Friday, September 16, 2011

Journal Irakien

Jeudi : le passage de la frontiere se passe bien des 2 cotes. En 2 heures je suis en Irak. Des douilles rouillees de .50 a mon premier campement rappelle que depuis 30 ans les Kurdes n'ont pas eu trop le temps de se reposer entre la guerre Iran-Irak, les repressions de Saddam, la premiere guerre du Golfe, une petite guerre civile en dessert et en pousse-cafe les Turcs et les Iraniens qui bombardent regulierement les bases arrieres du PKK. Pour une analyse politique a 2 balles, ne comptez pas sur moi. Allez plutot acheter le dernier SAS chez votre libraire, Gerard de Villiers fait ca beaucoup mieux que moi.
Ma carte reprend les noms arabes en phonetique, mais les 3/4 des villes et villages ont un autre nom en kurde. Ca rend la navigation un peu folklorique, et chaque fois que je m'arrete pour demander le chemin, j'en ai pour 20 minutes a boire le the.

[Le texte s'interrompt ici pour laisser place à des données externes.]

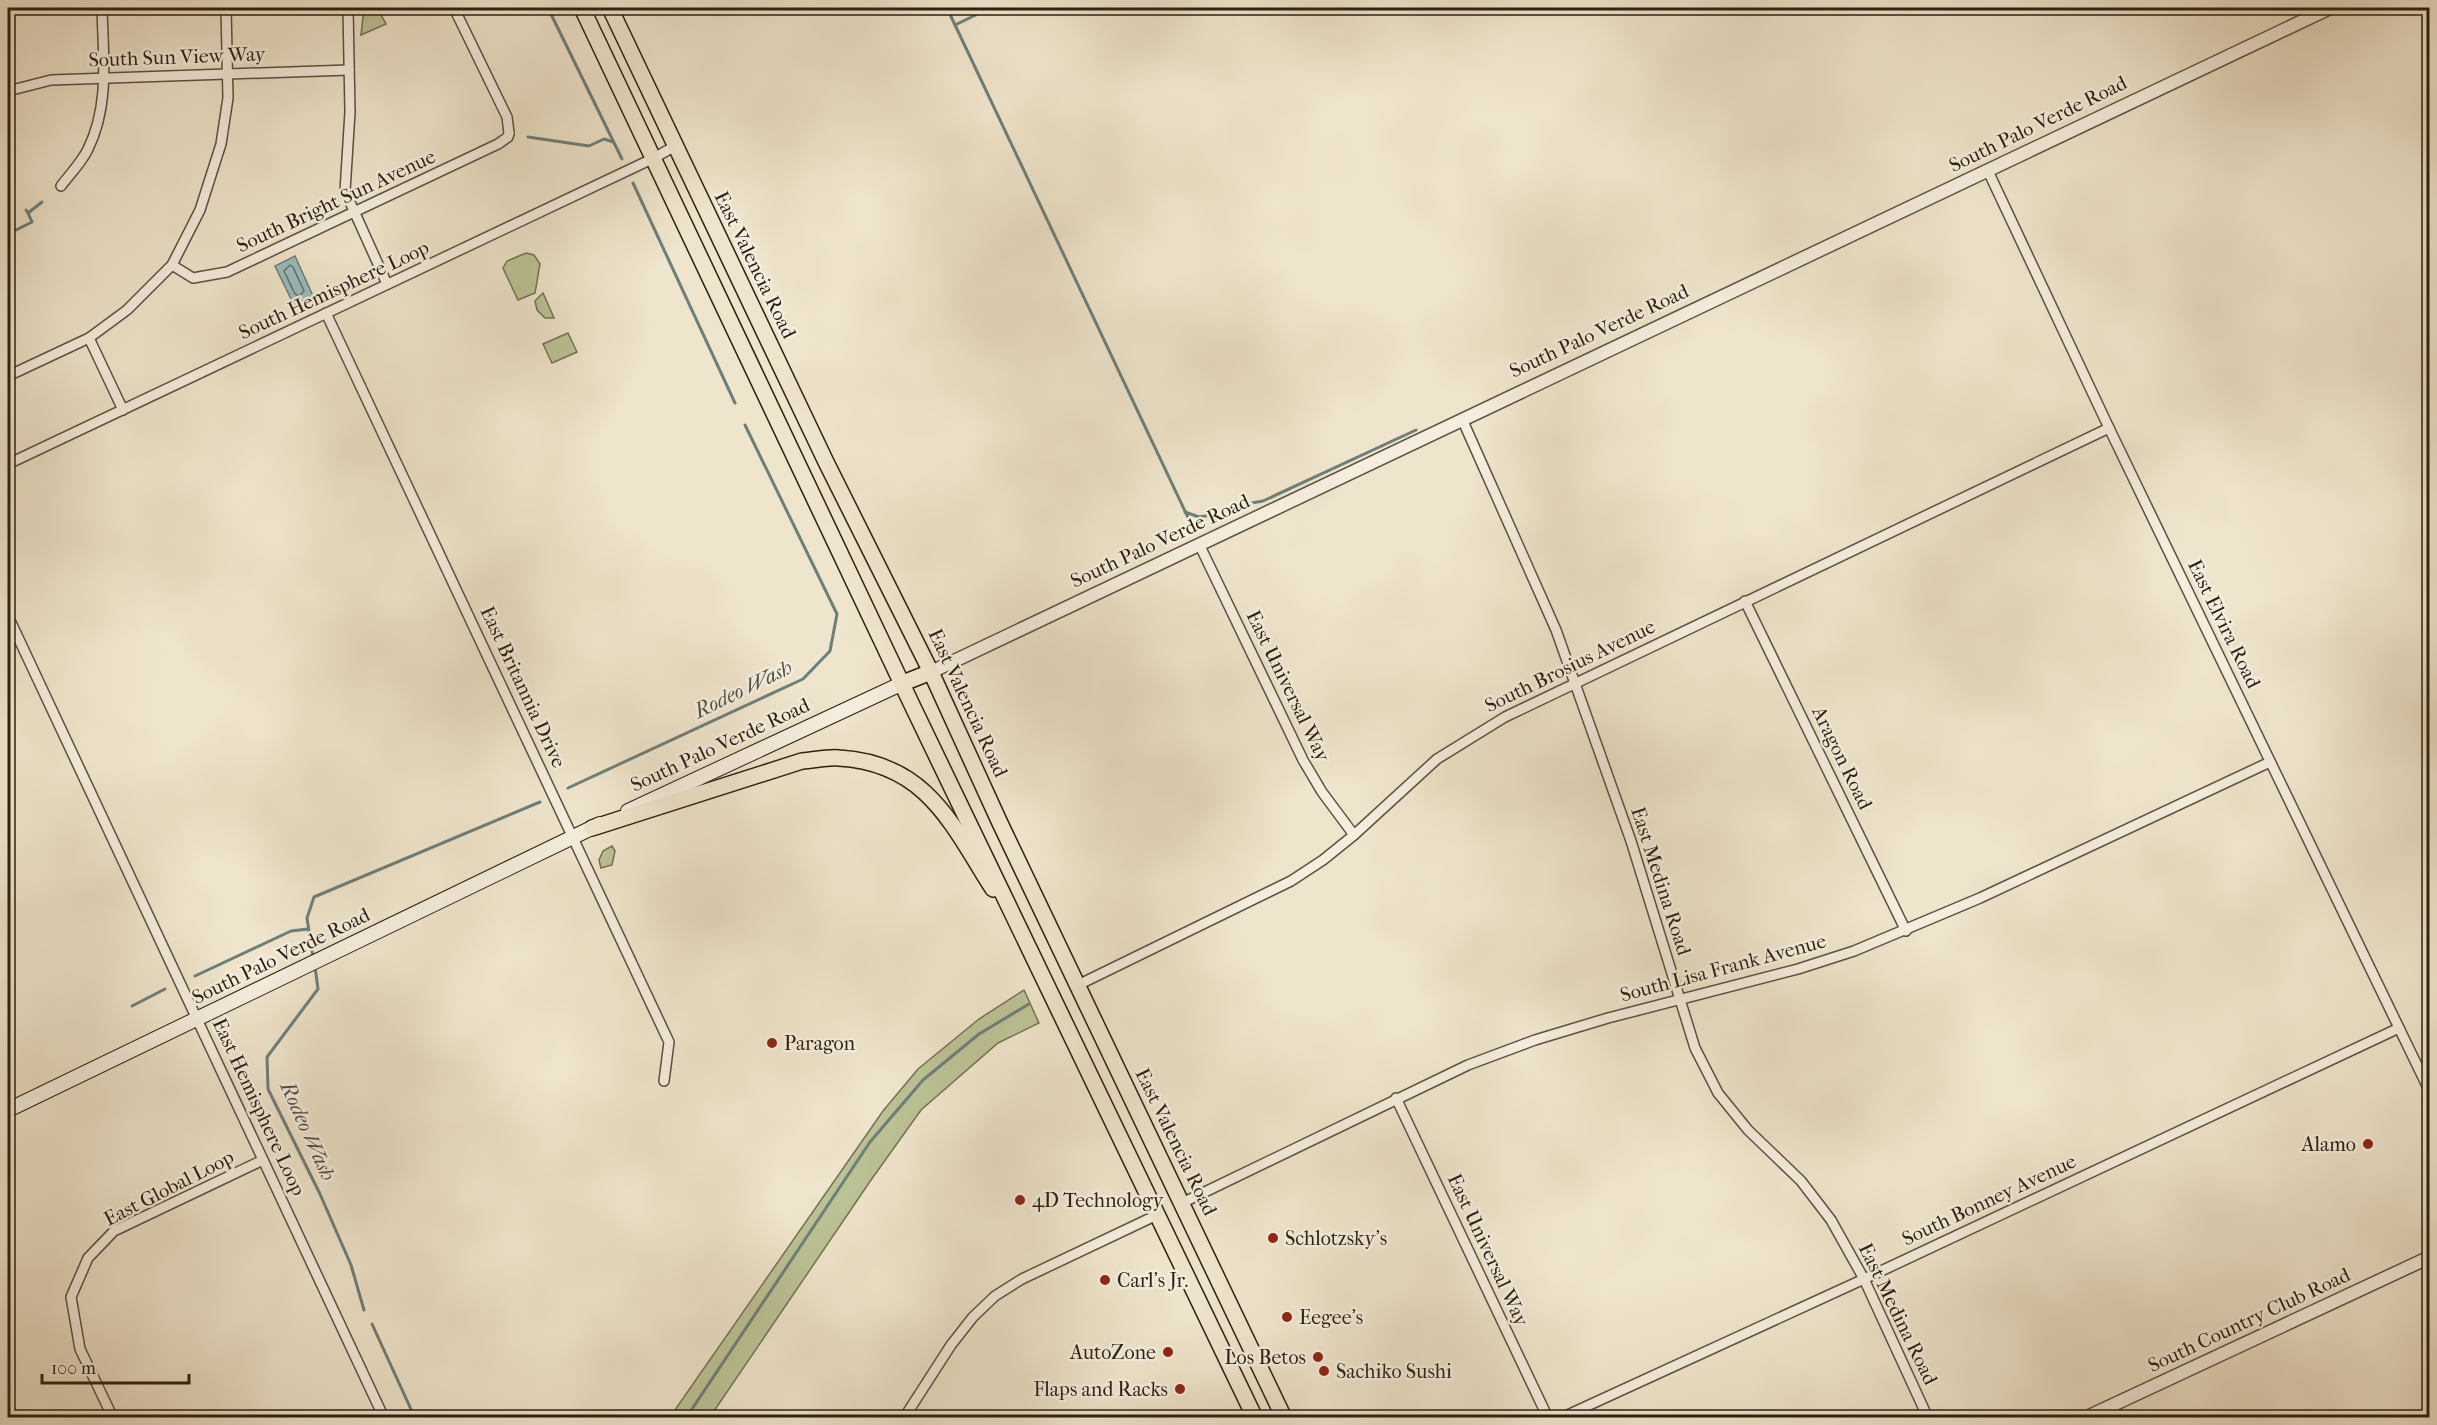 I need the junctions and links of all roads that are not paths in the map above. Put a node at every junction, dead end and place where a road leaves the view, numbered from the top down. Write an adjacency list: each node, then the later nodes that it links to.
1 (102, 8): 10 (street)
2 (226, 8): 9 (street)
3 (348, 8): 8 (street)
4 (454, 8): 16 (street, South Bright Sun Avenue)
5 (582, 8): 13 (main road)
6 (610, 8): 12 (main road, East Valencia Road)
7 (2330, 8): 14 (street, South Palo Verde Road)
8 (349, 70): 9 (street, South Sun View Way); 16 (street)
9 (228, 73): 10 (street, South Sun View Way); 17 (street)
10 (104, 78): 11 (street, South Sun View Way); 15 (street)
11 (8, 91)
12 (675, 146): 13 (street, South Hemisphere Loop); 29 (main road, East Valencia Road)
13 (654, 158): 18 (street, South Hemisphere Loop); 30 (main road)
14 (1988, 171): 23 (street, South Palo Verde Road); 24 (street, East Elvira Road)
15 (61, 186)
16 (353, 213): 17 (street, South Bright Sun Avenue); 18 (street)
17 (172, 265): 20 (street)
18 (387, 285): 19 (street, South Hemisphere Loop)
19 (326, 313): 22 (street, South Hemisphere Loop); 35 (street, East Britannia Drive)
20 (88, 338): 21 (street); 22 (street)
21 (8, 376)
22 (123, 410): 25 (street, South Hemisphere Loop)
23 (1462, 419): 26 (street, South Palo Verde Road); 31 (street, East Medina Road)
24 (2109, 428): 27 (street, South Brosius Avenue); 32 (street, East Elvira Road)
25 (8, 464)
26 (1200, 546): 29 (street, South Palo Verde Road); 34 (street, East Universal Way)
27 (1745, 600): 31 (street, South Brosius Avenue); 36 (street, Aragon Road)
28 (8, 616): 40 (street, East Hemisphere Loop)
29 (931, 672): 30 (main road, South Palo Verde Road); 38 (main road, East Valencia Road)
30 (903, 683): 33 (main road, South Palo Verde Road); 37 (main road)
31 (1575, 683): 34 (street, South Brosius Avenue); 39 (street, East Medina Road)
32 (2270, 762): 36 (street, South Lisa Frank Avenue); 41 (street, East Elvira Road)
33 (592, 828): 35 (main road, South Palo Verde Road); 37 (main road)
34 (1354, 835): 38 (street, South Brosius Avenue)
35 (574, 836): 40 (main road, South Palo Verde Road); 42 (street, East Britannia Drive)
36 (1906, 931): 39 (street, South Lisa Frank Avenue)
37 (1033, 954): 48 (main road)
38 (1078, 985): 47 (main road, East Valencia Road)
39 (1680, 1000): 44 (street, South Lisa Frank Avenue); 50 (street, East Medina Road)
40 (198, 1019): 45 (main road, South Palo Verde Road); 46 (street, East Hemisphere Loop)
41 (2399, 1028): 43 (street, East Elvira Road); 50 (street, South Bonney Avenue)
42 (664, 1081)
43 (2430, 1092)
44 (1396, 1098): 47 (street, South Lisa Frank Avenue); 56 (street, East Universal Way)
45 (8, 1110)
46 (263, 1160): 51 (street, East Global Loop); 52 (street, East Hemisphere Loop)
47 (1182, 1203): 48 (main road); 55 (main road, East Valencia Road)
48 (1159, 1214): 53 (street); 54 (main road)
49 (2430, 1257): 59 (street, South Country Club Road)
50 (1864, 1279): 57 (street, South Bonney Avenue); 58 (street, East Medina Road)
51 (113, 1418)
52 (384, 1418)
53 (904, 1418)
54 (1255, 1418)
55 (1284, 1418)
56 (1548, 1418)
57 (1561, 1418)
58 (1928, 1418)
59 (2085, 1418)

Vendredi : Je descend au lac de Dukan pour un point de confluence. L'armee me deconseille une route dans une zone ou les Turcs bombardent regulierement. Ca m'etonne parce que ce n'est pas frontalier avec la Turquie. Mais j'obeis, ils sont mieux informes que moi. Le detour de 150km vaut la peine pour les paysages, mais par contre c'est le vendredi du weekend de l'Eid et j'ai l'impression que tout le pays est sur les routes. C'est comme monter a Avoriaz pour la semaine des vacances de carnaval.

Samedi : je tourne dans le coin pour essayer de trouver le meilleur acces au point de confluence. Pas facile dans ce dedale de fjords et de cols de montagne. Mais au risque de me repeter, les paysages sont magnifiques. Je traverse un vieux quartier de Dukan avec des villas en pierre du pays et des rues ombragees le long du lac. Pour un instant je me croirais dans un ancien quartier residentiel de Beyruth, les trous de balles en moins (pas les Libanais, ils ne le sont pas tous, je parle des impacts). Le soir, je retourne a mon campement de la veille sur le lac. J'ai a peine termine la premiere biere de ma baignade du soir qu'une patrouille de l'armee arrive. Ils ont peur que je me fasse attaquer par des animaux sauvages, je dois bouger, impossible de les faire changer d'avis. Ils m'emmenent dans un "tres bel endroit aussi", une graviere a 30km de la, a 100m de leur check-point sur une route a camion bruyante. Je suis furieux.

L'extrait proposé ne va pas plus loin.